Angola's head of presidential security, Minister Pedro Sebastiao, said this weekend that some 380,000 illegal migrants, mostly from the neighbouring Democratic Republic of Congo, have left his country in the past month due to the massive, government-led 'Operation Transparency' which is targeting diamond smuggling.
According to Sebastiao, diamonds worth more than $1 million had been seized in the course of the operation, as well as 59 weapons. Over 200 premises for illegal diamond trading were also dismantled.
The government official said that about a 1,000 people are crossing different border posts every day. Angola and the DRC share the longest land border in Africa.
Despite the magnitude and scale of the operation, which is expected to last for two years, the minister dismissed allegations of forced returns and police violence against the migrants. He emphasized that the program does not have a xenophobic character.
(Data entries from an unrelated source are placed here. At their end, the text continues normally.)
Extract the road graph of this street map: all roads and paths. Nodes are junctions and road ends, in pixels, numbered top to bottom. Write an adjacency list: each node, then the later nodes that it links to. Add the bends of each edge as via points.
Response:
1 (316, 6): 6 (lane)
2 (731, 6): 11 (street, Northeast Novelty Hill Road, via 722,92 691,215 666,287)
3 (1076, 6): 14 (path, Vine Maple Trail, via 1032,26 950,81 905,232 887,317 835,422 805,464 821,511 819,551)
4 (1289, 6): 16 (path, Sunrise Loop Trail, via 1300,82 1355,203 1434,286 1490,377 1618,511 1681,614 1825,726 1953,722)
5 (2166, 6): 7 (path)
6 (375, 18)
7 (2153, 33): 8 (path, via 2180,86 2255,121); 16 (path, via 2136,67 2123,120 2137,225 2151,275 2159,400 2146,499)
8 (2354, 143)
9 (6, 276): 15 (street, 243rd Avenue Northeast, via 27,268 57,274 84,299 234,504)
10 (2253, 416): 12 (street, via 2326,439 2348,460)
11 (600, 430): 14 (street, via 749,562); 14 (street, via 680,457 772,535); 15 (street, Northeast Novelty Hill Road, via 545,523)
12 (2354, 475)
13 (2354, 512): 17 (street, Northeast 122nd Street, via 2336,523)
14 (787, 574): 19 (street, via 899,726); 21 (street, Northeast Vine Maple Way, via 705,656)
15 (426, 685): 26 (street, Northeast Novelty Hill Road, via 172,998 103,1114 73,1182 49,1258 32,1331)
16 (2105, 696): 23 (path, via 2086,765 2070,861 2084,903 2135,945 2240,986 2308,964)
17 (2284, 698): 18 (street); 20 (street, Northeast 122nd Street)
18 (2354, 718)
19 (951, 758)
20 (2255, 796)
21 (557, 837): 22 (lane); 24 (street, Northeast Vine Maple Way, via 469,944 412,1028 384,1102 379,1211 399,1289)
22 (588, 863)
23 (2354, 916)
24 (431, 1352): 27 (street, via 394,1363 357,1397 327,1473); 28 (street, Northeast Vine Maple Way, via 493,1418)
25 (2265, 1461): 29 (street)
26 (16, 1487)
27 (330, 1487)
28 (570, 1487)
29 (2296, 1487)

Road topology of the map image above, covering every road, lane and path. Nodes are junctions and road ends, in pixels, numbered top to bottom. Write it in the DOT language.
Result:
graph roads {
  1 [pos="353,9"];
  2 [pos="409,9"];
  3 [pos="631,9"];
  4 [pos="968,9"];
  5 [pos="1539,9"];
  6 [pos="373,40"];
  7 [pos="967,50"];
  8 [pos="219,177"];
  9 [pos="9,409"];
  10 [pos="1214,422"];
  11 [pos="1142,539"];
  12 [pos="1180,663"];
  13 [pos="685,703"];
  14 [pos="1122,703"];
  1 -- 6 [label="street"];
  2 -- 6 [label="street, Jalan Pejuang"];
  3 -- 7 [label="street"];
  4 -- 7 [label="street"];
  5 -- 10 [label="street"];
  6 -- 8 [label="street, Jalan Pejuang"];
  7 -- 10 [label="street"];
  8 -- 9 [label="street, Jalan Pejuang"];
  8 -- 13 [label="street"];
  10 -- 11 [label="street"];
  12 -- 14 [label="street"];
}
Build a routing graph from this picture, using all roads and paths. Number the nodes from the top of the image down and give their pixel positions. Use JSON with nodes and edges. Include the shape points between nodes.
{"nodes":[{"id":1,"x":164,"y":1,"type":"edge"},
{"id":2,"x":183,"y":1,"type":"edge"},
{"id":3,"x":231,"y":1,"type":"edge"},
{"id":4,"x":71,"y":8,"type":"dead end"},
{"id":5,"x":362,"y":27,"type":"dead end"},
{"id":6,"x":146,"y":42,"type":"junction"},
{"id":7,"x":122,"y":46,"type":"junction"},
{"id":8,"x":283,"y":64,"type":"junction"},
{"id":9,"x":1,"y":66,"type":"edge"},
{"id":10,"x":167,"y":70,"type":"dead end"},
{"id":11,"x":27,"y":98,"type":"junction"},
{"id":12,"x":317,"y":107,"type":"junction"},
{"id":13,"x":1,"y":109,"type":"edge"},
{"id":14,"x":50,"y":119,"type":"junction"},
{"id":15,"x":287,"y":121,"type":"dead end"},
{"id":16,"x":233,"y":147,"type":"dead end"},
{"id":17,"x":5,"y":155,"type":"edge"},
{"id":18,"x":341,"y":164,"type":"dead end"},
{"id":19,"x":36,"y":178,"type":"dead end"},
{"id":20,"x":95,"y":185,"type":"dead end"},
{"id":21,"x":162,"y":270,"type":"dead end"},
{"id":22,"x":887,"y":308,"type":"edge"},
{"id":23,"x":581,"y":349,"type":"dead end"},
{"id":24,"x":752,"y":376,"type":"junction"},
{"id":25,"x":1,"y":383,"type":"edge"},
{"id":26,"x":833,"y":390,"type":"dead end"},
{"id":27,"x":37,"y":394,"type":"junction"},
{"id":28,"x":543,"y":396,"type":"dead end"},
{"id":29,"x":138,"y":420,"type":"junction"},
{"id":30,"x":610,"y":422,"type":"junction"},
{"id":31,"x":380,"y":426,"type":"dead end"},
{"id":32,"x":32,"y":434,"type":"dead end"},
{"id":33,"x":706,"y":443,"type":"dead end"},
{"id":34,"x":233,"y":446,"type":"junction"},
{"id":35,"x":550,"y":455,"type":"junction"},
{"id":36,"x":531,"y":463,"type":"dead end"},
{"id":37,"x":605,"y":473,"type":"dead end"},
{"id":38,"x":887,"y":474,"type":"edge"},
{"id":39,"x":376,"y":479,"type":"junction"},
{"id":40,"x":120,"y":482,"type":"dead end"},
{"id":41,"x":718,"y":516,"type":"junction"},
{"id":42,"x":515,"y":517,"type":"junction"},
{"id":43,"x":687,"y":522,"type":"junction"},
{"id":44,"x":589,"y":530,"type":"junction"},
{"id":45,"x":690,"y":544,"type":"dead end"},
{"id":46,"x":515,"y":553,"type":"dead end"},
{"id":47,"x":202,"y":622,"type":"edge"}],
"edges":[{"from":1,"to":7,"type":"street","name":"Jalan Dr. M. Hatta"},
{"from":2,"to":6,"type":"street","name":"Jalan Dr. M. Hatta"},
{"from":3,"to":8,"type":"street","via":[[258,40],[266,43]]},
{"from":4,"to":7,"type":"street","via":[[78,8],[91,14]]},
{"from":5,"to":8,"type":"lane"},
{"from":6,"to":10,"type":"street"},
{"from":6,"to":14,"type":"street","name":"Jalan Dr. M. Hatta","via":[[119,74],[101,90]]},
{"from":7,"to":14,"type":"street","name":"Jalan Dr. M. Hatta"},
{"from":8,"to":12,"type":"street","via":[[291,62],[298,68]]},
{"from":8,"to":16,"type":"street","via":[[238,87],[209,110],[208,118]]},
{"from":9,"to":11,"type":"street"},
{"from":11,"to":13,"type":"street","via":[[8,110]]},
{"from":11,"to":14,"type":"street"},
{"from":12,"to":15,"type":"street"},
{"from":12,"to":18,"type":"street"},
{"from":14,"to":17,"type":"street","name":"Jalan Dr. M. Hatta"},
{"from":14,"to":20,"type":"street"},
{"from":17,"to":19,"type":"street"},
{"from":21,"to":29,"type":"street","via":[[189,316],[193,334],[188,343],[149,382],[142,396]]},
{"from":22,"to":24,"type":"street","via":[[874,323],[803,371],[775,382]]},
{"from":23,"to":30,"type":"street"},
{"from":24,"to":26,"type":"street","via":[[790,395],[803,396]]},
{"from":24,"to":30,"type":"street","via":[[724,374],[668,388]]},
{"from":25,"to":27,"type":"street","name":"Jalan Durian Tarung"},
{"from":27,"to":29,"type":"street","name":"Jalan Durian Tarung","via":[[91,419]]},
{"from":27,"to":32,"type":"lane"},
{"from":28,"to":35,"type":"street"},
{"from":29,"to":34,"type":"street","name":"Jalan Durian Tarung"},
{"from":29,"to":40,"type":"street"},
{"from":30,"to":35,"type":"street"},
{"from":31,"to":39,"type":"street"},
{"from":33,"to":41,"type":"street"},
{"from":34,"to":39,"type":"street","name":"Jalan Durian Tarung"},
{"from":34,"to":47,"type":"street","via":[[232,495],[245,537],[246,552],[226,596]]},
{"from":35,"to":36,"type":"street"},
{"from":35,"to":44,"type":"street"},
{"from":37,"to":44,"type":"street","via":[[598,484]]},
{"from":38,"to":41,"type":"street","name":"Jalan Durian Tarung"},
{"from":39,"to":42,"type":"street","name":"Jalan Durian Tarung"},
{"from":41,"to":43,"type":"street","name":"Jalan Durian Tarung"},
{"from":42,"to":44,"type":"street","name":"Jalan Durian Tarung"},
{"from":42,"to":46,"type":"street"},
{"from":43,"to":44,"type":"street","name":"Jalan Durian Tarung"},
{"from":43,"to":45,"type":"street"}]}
However, Agence France-Presse reports that many Congolese have said they were brutally thrown out of Angola, that their houses had been burnt by police and gangs, and that they were attacked with machetes and beaten as they fled.
Clashes have also been reported between Congolese, Angolan security forces and local Angolans in several northern provinces.
But in Sebastiao's view, the crackdown across the northern and western parts of the African country is just aimed at ensuring that diamond reserves are correctly exploited.
Angola is the world's No.4 diamond producer by value and No.6 by volume, with companies such as Australia's Lucapa Diamond (ASX:LOM) frequently finding massive precious rocks underneath its soil.
The industry, which began a century ago under Portuguese colonial rule, is successfully emerging from a long period of difficulty as a result of a civil war that ended in 2002.